I have never subscribed to the theory that the media conspires to keep us stupid. Now I’m not so sure.
We were away in the States for a few weeks recently so missed the first episodes of Dancing With The Stars. But we could hardly miss it on our return. I still haven’t seen the show itself and, as with New Zealand Idol last year which I missed every episode of, don’t expect I ever will.
But I know more about it than I think is healthy. For a month you couldn’t pick up a paper without someone called d’Artangan (really?) or a blonde in pretty frock swirling across page three. I have mentioned in a previous blog how low things have sunk when columnists strain to find a metaphor in this show for our current political situation.
Then there were the stories by journalists who were allowed backstage, or at rehearsals or wherever. Enough already. I’ve seen as much of this as I needed on the back of a bus this morning where a pouting Nicky Watson towered over my Honda City.
The dancing phase seems to be passing a little because we have moved on to interviewing the Barmy Army. Or indeed anyone from Britain or Ireland who happens to be wandering around the country. Or even live here.
The new low was set in the NZPA story about the son of the British actor Arthur Lowe (who played Captain Mainwaring in Dad’s Army).
Leaving aside the fact that Dad’s Army first screened 30 years ago and that Arthur has been dead 23 years, and that his son Stephen has lived here unmolested for seven years until now . . . but you did have to wonder if someone wasn’t getting a little desperate for an angle for a rugby story.
Stephen Lowe, whom I’m sure is a thoroughly nice chap, had bugger all to say: I’ll paraphrase the article. Stephen likes it here and is in for the long haul (he’s “a true blue Kiwi” according to the article), and says his late dad might have been shocked at what the NZPA writer called his “defection”.
Stephen also doesn’t think New Zealanders need to defend our coastline against the Barmy Army. Ho-ho.

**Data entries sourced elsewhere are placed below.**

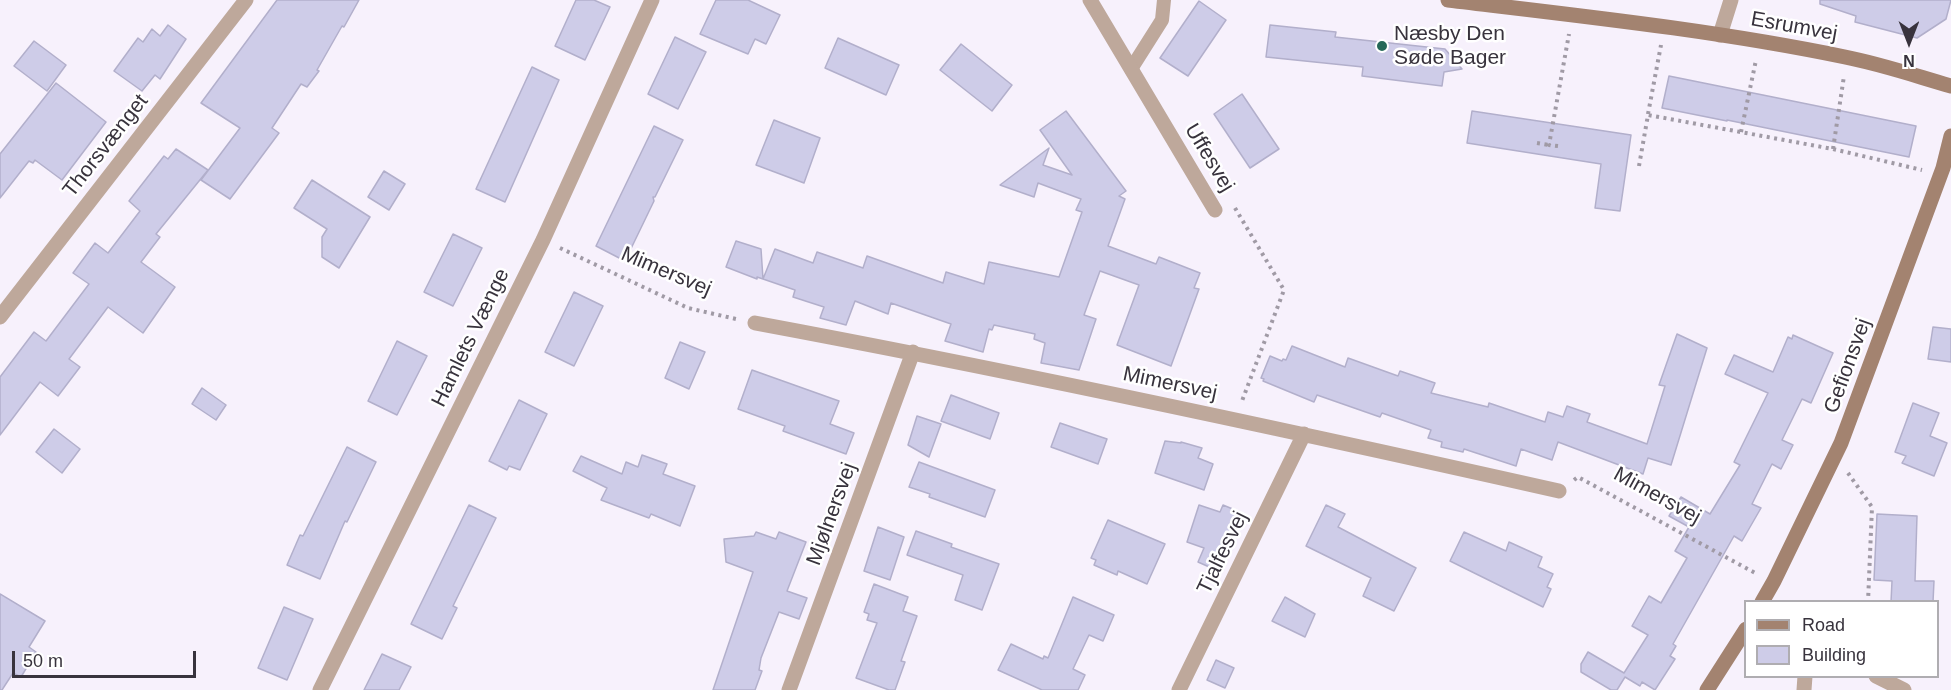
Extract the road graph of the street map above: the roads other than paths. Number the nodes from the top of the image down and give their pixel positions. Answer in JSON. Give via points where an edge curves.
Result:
{"nodes":[{"id":1,"x":246,"y":0,"type":"edge"},
{"id":2,"x":652,"y":0,"type":"edge"},
{"id":3,"x":1090,"y":0,"type":"edge"},
{"id":4,"x":1164,"y":0,"type":"edge"},
{"id":5,"x":1448,"y":0,"type":"edge"},
{"id":6,"x":1731,"y":0,"type":"edge"},
{"id":7,"x":1720,"y":35,"type":"junction"},
{"id":8,"x":1131,"y":69,"type":"junction"},
{"id":9,"x":1951,"y":86,"type":"edge"},
{"id":10,"x":1951,"y":135,"type":"edge"},
{"id":11,"x":1215,"y":210,"type":"road end"},
{"id":12,"x":0,"y":317,"type":"edge"},
{"id":13,"x":755,"y":323,"type":"road end"},
{"id":14,"x":913,"y":352,"type":"junction"},
{"id":15,"x":1304,"y":434,"type":"junction"},
{"id":16,"x":1559,"y":491,"type":"road end"},
{"id":17,"x":1763,"y":600,"type":"edge"},
{"id":18,"x":1744,"y":631,"type":"edge"},
{"id":19,"x":1880,"y":678,"type":"edge"},
{"id":20,"x":320,"y":690,"type":"edge"},
{"id":21,"x":789,"y":690,"type":"edge"},
{"id":22,"x":1179,"y":690,"type":"edge"},
{"id":23,"x":1707,"y":690,"type":"edge"},
{"id":24,"x":1904,"y":690,"type":"edge"}],
"edges":[{"from":1,"to":12,"type":"street","name":"Thorsvænget"},
{"from":2,"to":20,"type":"street","name":"Hamlets Vænge","via":[[543,240]]},
{"from":3,"to":8,"type":"street","name":"Uffesvej"},
{"from":4,"to":8,"type":"lane","via":[[1162,20]]},
{"from":5,"to":7,"type":"main road","name":"Esrumvej"},
{"from":6,"to":7,"type":"street"},
{"from":7,"to":9,"type":"main road","name":"Esrumvej","via":[[1847,57]]},
{"from":8,"to":11,"type":"street","name":"Uffesvej"},
{"from":10,"to":17,"type":"main road","name":"Gefionsvej","via":[[1841,443]]},
{"from":13,"to":14,"type":"street","name":"Mimersvej"},
{"from":14,"to":15,"type":"street","name":"Mimersvej"},
{"from":14,"to":21,"type":"street","name":"Mjølnersvej"},
{"from":15,"to":16,"type":"street","name":"Mimersvej"},
{"from":15,"to":22,"type":"street","name":"Tjalfesvej"},
{"from":18,"to":23,"type":"main road"},
{"from":19,"to":24,"type":"street"}]}
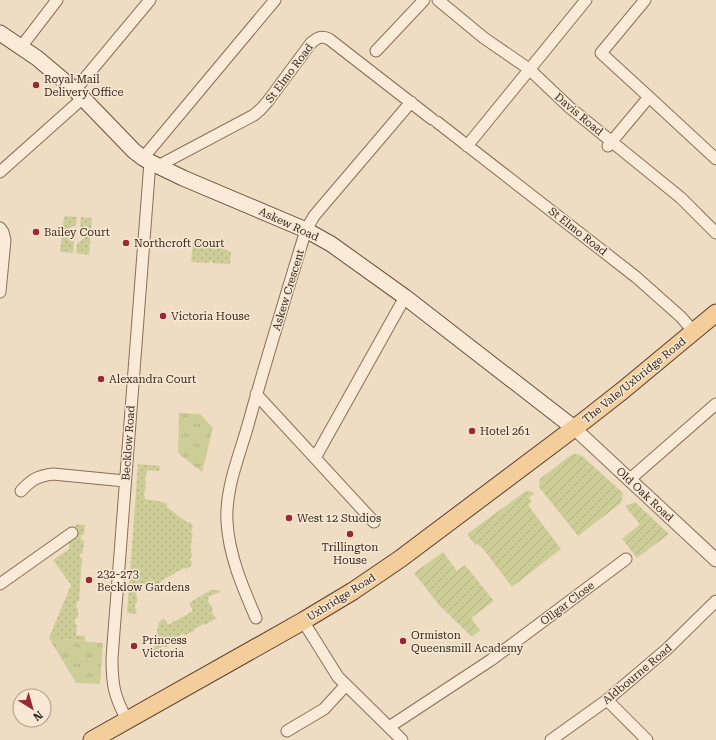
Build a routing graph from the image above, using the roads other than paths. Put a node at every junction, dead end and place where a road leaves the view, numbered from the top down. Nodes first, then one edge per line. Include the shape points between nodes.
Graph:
1 (57, 0) edge
2 (150, 0) edge
3 (275, 0) edge
4 (424, 0) edge
5 (438, 0) edge
6 (586, 0) edge
7 (645, 0) edge
8 (0, 33) edge
9 (21, 47) junction
10 (376, 51) dead end
11 (529, 69) junction
12 (79, 94) junction
13 (649, 97) junction
14 (411, 102) junction
15 (609, 144) junction
16 (467, 146) junction
17 (716, 159) edge
18 (150, 162) junction
19 (0, 172) edge
20 (0, 228) edge
21 (306, 230) junction
22 (716, 233) edge
23 (0, 292) edge
24 (405, 298) junction
25 (716, 313) edge
26 (694, 332) junction
27 (256, 394) junction
28 (716, 404) edge
29 (574, 428) junction
30 (315, 458) junction
31 (629, 480) junction
32 (126, 481) junction
33 (21, 491) dead end
34 (374, 522) dead end
35 (72, 533) dead end
36 (626, 559) dead end
37 (716, 560) edge
38 (0, 584) edge
39 (716, 601) edge
40 (256, 618) dead end
41 (303, 621) junction
42 (346, 685) junction
43 (607, 700) junction
44 (127, 720) junction
45 (389, 727) junction
46 (287, 731) dead end
47 (103, 738) edge
48 (402, 740) edge
49 (551, 740) edge
50 (647, 740) edge

1 - 9 street
2 - 12 street
3 - 18 street
4 - 10 street
5 - 11 street, Davis Road via 484,38
6 - 11 street
7 - 13 street via 601,53
8 - 9 main road, Askew Road
9 - 12 main road, Askew Road
11 - 15 street, Davis Road
11 - 16 street
12 - 18 main road, Askew Road via 134,151
12 - 19 street
13 - 15 street
13 - 17 street
14 - 16 street, St Elmo Road
14 - 18 street, St Elmo Road via 328,39 319,37 311,43 268,101 254,115
14 - 21 street, Askew Crescent via 314,216
15 - 22 street, Davis Road via 681,198
16 - 26 street, St Elmo Road via 631,273 681,317
18 - 21 main road, Askew Road
18 - 32 street, Becklow Road
20 - 23 street via 5,240
21 - 24 main road, Askew Road via 331,244
21 - 27 street, Askew Crescent
24 - 29 main road, Askew Road
24 - 30 street
25 - 26 main road, The Vale/Uxbridge Road
26 - 29 main road, The Vale/Uxbridge Road
27 - 30 street
27 - 40 street, Askew Crescent via 230,483 227,508 233,554
28 - 31 street
29 - 31 street, Old Oak Road
29 - 41 main road, Uxbridge Road via 400,559
30 - 34 street
31 - 37 street, Old Oak Road
32 - 33 street via 53,474 35,478
32 - 44 street, Becklow Road via 112,679 116,696
35 - 38 street
36 - 45 street, Ollgar Close via 491,660
39 - 43 street, Aldbourne Road via 667,649
41 - 42 street via 338,677
41 - 44 main road, Uxbridge Road
42 - 45 street
42 - 46 street via 324,709
43 - 49 street, Aldbourne Road
43 - 50 street
44 - 47 main road, Uxbridge Road
45 - 48 street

And there was more silliness yet.
Sorry, but this Barmy Army thing coming on the high heels of Dancing With The Stars, and I see the next series of New Zealand Idol is auditioning, stories are appearing already. Hmmm.
I’m all for lightweight stories -- I wrote and still write entertainment articles -- but there seems an air of desperation to this saturation coverage of things on the margins of importance.

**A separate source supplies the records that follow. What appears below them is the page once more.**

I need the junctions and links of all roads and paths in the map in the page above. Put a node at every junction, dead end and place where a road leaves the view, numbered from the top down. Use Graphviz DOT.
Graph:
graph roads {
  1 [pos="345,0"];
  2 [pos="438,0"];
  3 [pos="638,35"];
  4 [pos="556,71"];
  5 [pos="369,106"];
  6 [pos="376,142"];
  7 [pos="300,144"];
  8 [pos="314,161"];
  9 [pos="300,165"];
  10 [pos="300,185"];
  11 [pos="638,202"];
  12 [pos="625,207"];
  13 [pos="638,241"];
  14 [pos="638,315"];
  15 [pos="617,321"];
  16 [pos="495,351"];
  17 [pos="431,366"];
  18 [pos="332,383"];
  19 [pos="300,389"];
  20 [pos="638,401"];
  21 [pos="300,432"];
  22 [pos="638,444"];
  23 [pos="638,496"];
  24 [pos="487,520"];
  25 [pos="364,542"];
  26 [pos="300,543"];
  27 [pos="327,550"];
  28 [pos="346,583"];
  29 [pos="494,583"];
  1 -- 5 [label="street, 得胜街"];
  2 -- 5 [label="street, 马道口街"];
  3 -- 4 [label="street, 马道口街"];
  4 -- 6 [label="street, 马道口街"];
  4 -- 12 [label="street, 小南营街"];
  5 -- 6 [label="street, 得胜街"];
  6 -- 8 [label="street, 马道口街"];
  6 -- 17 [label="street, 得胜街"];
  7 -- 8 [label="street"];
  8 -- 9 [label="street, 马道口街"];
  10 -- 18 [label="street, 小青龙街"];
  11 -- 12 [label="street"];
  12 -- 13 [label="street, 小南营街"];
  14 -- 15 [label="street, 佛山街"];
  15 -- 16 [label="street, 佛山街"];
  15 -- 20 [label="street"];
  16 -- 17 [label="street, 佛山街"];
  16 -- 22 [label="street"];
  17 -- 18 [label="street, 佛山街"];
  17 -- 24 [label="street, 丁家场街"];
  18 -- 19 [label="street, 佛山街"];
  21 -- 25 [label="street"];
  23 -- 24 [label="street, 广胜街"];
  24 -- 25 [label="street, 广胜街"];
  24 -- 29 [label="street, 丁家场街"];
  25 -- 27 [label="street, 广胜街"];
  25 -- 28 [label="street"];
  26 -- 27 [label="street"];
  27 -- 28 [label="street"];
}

God forbid that it all be serious politics, although wouldn’t you like to see some more hard-hitting pieces in the run-up to what could be quite an interesting election? There‘s enough out there from Winston‘s McCarthyism to the crumbling but hubris-filled Labour Party. But that won’t happen for a while. Why not?
Because we now have the Stand in Black campaign gearing up like the Red Socks Campaign, and questions about why we can’t sing like the Barmy Army, and photos of good and decent Kiwis saying how much they support our team. And so on.
Notions of our patriotism or lack of it are swirling around in the air, and frankly I couldn’t give a damn. I like rugby, I used to play for both school and club, and certainly watched the first Lions game. I’ll watch the tests if I’m near a television, and recently I wandered into the Kingslander pub nearby just to check on the big screens should I choose to spend a boozy night watching a game there.
But, and I am sure I’m not alone in this, I don’t define myself by a rugby team and have never believed the state of the nation depends on winning a sports match. God forbid that should be the case.
So I can live without the daily drip-feed of Barmy Army stories, what some blokes on the West or East Coast thinks about our team, the articles about women supporters of the Lions, the photo shoots of players going about their PR business, and so on.
Rugby is a game, and a good one at that. The rest is interesting but is mostly window dressing -- and I suspect, a diversion.
We need a bit of perspective, particularly in news rooms, and I don’t think we should go to sports commentators for it. After all, it is in their best interest to keep these stories running.
Consider this from statement from Brendan Telfer on Radio Sport: “It’s part of our ethos, that every man, woman and child is behind the All Blacks whenever they play.”
Bullshit. Get that man to dancing classes where he can get a real life. Apparently.